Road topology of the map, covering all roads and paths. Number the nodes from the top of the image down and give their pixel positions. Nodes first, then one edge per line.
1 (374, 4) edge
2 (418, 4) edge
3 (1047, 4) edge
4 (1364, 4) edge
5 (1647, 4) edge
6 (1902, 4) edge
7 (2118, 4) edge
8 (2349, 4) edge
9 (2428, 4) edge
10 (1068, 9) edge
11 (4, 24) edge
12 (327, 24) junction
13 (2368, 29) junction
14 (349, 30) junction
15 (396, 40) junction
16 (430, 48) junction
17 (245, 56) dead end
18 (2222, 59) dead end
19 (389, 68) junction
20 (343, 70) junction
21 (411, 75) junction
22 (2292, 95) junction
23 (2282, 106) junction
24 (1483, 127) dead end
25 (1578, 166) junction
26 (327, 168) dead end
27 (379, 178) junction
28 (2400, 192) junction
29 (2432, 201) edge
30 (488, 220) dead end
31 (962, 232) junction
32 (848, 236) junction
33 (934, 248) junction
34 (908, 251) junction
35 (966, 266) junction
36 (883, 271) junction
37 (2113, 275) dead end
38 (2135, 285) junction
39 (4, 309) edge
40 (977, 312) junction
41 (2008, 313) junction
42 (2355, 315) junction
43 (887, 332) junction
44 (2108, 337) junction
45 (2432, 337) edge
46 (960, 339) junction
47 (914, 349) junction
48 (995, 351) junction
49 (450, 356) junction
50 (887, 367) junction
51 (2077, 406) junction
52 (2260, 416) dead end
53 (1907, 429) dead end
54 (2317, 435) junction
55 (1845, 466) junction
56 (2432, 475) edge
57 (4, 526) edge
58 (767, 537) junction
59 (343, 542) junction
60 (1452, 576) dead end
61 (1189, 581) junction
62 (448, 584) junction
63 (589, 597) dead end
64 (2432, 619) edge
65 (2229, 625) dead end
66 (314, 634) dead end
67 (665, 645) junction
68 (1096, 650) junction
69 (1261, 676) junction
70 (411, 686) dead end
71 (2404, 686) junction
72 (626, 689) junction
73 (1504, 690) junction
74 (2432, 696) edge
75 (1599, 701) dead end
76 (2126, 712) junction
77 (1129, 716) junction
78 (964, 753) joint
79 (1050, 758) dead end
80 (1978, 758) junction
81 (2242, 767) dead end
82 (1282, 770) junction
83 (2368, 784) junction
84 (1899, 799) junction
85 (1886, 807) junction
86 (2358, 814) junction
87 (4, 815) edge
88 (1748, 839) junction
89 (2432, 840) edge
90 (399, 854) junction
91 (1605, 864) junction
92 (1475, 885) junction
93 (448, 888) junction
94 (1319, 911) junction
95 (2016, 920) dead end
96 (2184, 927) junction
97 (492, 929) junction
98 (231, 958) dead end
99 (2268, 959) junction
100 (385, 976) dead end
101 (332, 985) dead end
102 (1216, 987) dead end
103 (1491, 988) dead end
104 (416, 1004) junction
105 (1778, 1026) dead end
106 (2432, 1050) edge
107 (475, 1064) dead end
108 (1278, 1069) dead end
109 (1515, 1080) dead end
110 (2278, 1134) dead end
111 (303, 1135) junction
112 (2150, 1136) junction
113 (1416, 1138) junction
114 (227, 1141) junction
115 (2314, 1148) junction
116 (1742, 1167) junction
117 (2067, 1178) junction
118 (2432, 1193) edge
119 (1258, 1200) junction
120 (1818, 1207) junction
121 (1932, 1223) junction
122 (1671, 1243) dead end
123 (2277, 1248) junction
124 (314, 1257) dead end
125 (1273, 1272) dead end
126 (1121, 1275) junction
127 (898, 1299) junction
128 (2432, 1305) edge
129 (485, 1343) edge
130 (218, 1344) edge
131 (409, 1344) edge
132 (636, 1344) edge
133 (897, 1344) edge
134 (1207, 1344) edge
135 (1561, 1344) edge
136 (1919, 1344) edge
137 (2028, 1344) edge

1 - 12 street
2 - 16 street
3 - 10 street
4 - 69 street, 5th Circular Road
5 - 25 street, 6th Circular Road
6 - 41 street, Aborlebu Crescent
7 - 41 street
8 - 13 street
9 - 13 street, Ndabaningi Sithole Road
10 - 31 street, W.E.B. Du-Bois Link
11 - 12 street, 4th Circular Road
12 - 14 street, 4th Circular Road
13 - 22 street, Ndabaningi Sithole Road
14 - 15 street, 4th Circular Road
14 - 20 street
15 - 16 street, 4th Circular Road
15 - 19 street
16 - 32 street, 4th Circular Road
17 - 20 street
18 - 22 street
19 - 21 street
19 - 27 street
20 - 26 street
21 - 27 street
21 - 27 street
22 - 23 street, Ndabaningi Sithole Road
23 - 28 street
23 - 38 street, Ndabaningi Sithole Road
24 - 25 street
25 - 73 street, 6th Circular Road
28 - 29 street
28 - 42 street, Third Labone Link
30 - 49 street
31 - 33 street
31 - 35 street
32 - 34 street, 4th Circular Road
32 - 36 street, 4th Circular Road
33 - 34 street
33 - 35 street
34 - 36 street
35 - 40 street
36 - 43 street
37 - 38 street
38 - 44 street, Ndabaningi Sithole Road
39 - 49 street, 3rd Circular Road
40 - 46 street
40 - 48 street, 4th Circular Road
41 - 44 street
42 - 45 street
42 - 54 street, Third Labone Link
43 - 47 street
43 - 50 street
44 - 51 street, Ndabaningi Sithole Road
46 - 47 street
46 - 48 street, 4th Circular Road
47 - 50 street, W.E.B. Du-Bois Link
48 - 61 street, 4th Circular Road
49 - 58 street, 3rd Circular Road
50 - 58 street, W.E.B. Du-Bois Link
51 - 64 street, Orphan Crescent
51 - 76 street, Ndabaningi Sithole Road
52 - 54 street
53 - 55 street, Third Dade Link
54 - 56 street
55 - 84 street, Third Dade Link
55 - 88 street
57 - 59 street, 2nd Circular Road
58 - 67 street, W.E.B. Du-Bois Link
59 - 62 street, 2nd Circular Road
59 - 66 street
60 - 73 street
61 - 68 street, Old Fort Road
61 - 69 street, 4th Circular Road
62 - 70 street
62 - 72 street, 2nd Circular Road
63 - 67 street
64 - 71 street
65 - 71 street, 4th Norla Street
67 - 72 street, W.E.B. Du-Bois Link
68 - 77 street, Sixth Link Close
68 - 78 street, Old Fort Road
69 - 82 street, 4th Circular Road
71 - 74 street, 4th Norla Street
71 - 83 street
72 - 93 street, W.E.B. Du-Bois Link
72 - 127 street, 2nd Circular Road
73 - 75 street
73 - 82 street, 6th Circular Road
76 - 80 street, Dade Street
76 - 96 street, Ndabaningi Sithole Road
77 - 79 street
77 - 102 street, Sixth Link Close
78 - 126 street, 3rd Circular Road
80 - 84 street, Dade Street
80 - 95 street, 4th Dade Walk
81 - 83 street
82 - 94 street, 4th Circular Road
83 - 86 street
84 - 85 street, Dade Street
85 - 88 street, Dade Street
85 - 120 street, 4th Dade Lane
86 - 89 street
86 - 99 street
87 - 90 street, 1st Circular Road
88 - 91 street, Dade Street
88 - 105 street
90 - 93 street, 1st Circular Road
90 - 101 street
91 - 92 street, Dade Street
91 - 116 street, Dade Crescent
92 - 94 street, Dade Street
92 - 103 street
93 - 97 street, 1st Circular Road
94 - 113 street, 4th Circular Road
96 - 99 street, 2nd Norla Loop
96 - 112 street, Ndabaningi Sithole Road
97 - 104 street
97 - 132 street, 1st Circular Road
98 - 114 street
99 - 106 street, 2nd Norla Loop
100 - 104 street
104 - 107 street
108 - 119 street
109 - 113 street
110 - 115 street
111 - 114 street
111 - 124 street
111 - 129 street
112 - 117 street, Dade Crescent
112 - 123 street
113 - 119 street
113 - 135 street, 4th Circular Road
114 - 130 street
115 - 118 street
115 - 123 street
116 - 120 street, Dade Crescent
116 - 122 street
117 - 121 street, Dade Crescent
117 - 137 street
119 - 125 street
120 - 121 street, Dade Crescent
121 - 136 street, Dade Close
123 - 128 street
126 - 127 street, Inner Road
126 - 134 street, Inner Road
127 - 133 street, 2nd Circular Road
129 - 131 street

**Activity:**
Return a copy of each line of the material that holds the word "Sixth".

**Output of the task:**
68 - 77 street, Sixth Link Close
77 - 102 street, Sixth Link Close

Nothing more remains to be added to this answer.